Work request: In the material below, list every line carrying the string "Pellegrini".

-- Opening Marker --

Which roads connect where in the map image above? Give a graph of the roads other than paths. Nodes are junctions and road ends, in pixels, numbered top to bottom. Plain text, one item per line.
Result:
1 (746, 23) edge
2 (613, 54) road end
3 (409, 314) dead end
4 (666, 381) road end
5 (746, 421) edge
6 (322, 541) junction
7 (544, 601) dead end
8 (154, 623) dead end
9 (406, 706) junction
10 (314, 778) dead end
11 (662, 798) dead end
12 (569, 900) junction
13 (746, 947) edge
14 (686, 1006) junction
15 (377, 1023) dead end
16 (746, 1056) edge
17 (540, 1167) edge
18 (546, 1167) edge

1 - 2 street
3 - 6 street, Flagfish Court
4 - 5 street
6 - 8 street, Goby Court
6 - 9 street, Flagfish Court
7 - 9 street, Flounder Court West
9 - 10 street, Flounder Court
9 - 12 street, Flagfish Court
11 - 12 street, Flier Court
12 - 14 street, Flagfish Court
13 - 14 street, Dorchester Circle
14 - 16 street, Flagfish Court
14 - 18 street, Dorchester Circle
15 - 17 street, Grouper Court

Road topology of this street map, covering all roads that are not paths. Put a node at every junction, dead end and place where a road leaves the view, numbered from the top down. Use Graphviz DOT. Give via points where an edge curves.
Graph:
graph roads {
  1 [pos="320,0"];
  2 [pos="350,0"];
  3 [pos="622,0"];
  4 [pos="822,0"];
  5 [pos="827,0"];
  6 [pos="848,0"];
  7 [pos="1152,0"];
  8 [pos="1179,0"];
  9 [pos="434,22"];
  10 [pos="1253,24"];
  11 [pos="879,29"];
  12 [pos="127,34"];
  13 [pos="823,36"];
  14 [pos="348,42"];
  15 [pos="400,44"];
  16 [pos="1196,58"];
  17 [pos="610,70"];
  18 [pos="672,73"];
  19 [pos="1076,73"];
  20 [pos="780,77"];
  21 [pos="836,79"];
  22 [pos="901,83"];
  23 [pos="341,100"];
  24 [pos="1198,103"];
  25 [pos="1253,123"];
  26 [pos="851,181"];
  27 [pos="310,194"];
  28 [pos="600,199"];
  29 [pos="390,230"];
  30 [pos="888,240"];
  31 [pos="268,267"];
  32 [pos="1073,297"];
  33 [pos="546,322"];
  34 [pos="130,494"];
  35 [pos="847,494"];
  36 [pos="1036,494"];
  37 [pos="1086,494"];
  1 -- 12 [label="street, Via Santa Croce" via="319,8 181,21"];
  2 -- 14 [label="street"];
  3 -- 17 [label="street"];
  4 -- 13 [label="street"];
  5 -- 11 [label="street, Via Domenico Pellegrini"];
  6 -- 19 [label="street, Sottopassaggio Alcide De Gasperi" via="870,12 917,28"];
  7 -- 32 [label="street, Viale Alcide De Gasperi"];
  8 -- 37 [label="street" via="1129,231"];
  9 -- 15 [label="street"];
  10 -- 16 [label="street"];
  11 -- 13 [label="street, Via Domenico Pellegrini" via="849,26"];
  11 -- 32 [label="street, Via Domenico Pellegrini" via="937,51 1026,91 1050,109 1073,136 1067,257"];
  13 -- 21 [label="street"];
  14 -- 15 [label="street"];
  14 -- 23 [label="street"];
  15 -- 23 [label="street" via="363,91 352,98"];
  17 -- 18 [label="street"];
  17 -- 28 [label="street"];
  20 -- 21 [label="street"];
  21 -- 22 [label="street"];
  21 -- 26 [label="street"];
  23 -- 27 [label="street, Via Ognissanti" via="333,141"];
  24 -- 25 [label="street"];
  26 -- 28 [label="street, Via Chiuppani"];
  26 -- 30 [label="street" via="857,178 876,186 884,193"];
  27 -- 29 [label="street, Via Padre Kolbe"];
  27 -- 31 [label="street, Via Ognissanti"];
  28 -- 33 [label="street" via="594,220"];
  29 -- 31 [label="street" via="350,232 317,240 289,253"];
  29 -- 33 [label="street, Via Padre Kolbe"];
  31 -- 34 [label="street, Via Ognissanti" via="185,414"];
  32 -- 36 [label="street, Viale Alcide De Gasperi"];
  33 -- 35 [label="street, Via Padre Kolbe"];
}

-- Closing Marker --

Exercise response:
  5 -- 11 [label="street, Via Domenico Pellegrini"];
  11 -- 13 [label="street, Via Domenico Pellegrini" via="849,26"];
  11 -- 32 [label="street, Via Domenico Pellegrini" via="937,51 1026,91 1050,109 1073,136 1067,257"];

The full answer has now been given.